USD to CAD Lower on NAFTA Delays

By MoneyWay | May 17, 2018

It appears that the upcoming NAFTA deadline will come and go with no results. Trump’s trade chief, Robert Lighthizer, has indicated that the deadline will not be met. Since it normally takes years for trade talks to be thoroughly analyzed and agreed upon, analysts believe that while all three countries are still negotiating, there is still a chance for an agreement sooner than later.

Oil prices have reached four year highs, with yesterday’s lower inventory numbers and the prospects of renewed Iran sanctions, oil reached $80 USD a barrel for North Sea Brent, while in North America oil was over $72 USD for West Texas. One major European oil company, Total SA, has announced that it has stopped further investments in Iran , as a result of the new sanctions. It feels that the risks are just too great at this time.

Expect the USDCAD to remain a little range bound even with stronger oil prices, as the uncertainty of the NAFTA talks overhangs the market.

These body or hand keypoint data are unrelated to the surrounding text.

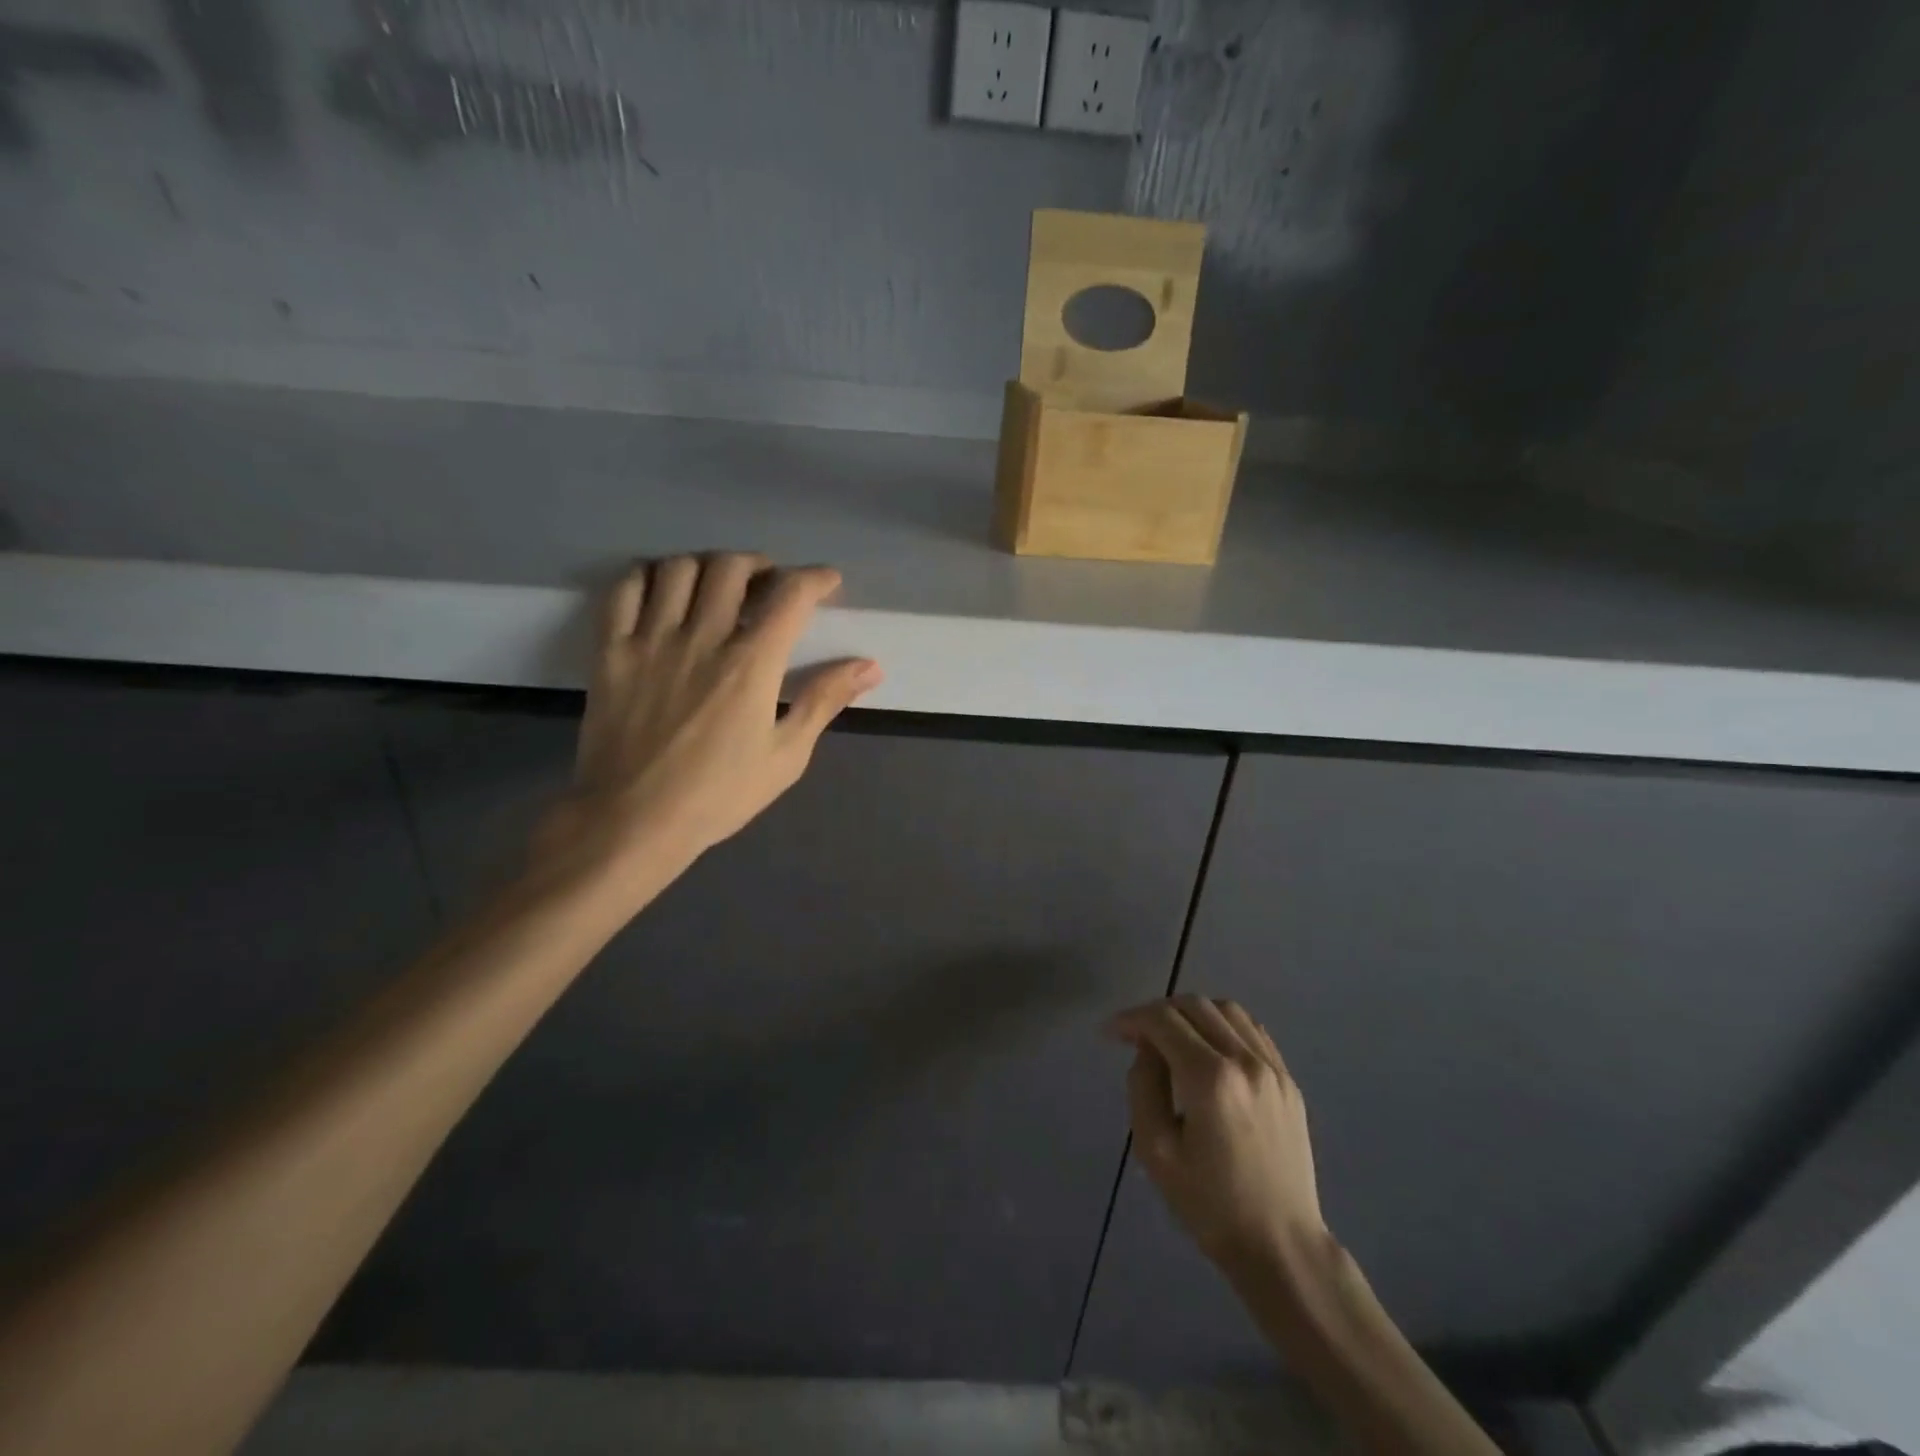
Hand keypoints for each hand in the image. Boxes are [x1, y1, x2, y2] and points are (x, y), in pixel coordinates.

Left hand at [540, 553, 881, 877]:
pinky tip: (664, 591)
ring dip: (707, 566)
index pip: (790, 595)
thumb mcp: (786, 756)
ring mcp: (650, 640)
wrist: (633, 821)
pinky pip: (625, 589)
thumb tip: (870, 666)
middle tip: (769, 585)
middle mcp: (702, 638)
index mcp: (751, 665)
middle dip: (760, 565)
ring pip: (679, 568)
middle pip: (732, 567)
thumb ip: (824, 701)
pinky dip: (649, 576)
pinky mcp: (611, 651)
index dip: (815, 578)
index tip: (827, 582)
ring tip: (718, 586)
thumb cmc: (719, 795)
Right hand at [1106, 996, 1328, 1270]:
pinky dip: (1223, 1024)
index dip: (1132, 1019)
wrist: (1281, 1246)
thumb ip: (1143, 1086)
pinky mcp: (1288, 1081)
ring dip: (1192, 1012)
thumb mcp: (1155, 1151)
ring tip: (1172, 1037)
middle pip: (1194, 1005)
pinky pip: (1252, 1030)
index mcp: (1210, 1079)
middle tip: (1136, 1035)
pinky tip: (1209, 1047)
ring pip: (1226, 1009)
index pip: (1163, 1020)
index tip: (1111, 1032)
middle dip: (1158, 1011)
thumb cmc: (1210, 1205)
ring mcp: (1272, 1068)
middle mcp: (1245, 1061)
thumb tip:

Support                                Resistance

USDCAD   1.2797, 1.2788, 1.2783               1.2815, 1.2820, 1.2845

XE Market Analysis: North America – May 17, 2018

USD-CAD flopped back to the mid 1.2700s after flipping to a peak of 1.2924 earlier in the week. The recent ramp up in U.S. yields has been a support on the one hand, while the concurrent ramp up in oil prices have been a downward driver on the other hand, which have accounted for the choppy price action while leaving USD-CAD showing little net direction over the last week. We expect more of the same. Support comes in at 1.2729-30.

EUR-USD has turned back under 1.1800 after rebound gains stalled at 1.1837. The political evolutions in Italy have continued to see Italian yields rise, and with them other peripheral Eurozone sovereign yields while safe-haven demand for German paper has suppressed Bund yields, which in turn has been weighing on the euro. We expect the directional bias will remain to the downside in EUR-USD, which yesterday clocked a five-month low at 1.1763. The pair is in what is now its fifth consecutive weekly decline, which has been structured on the dollar’s rising yield advantage. Resistance is at 1.1845.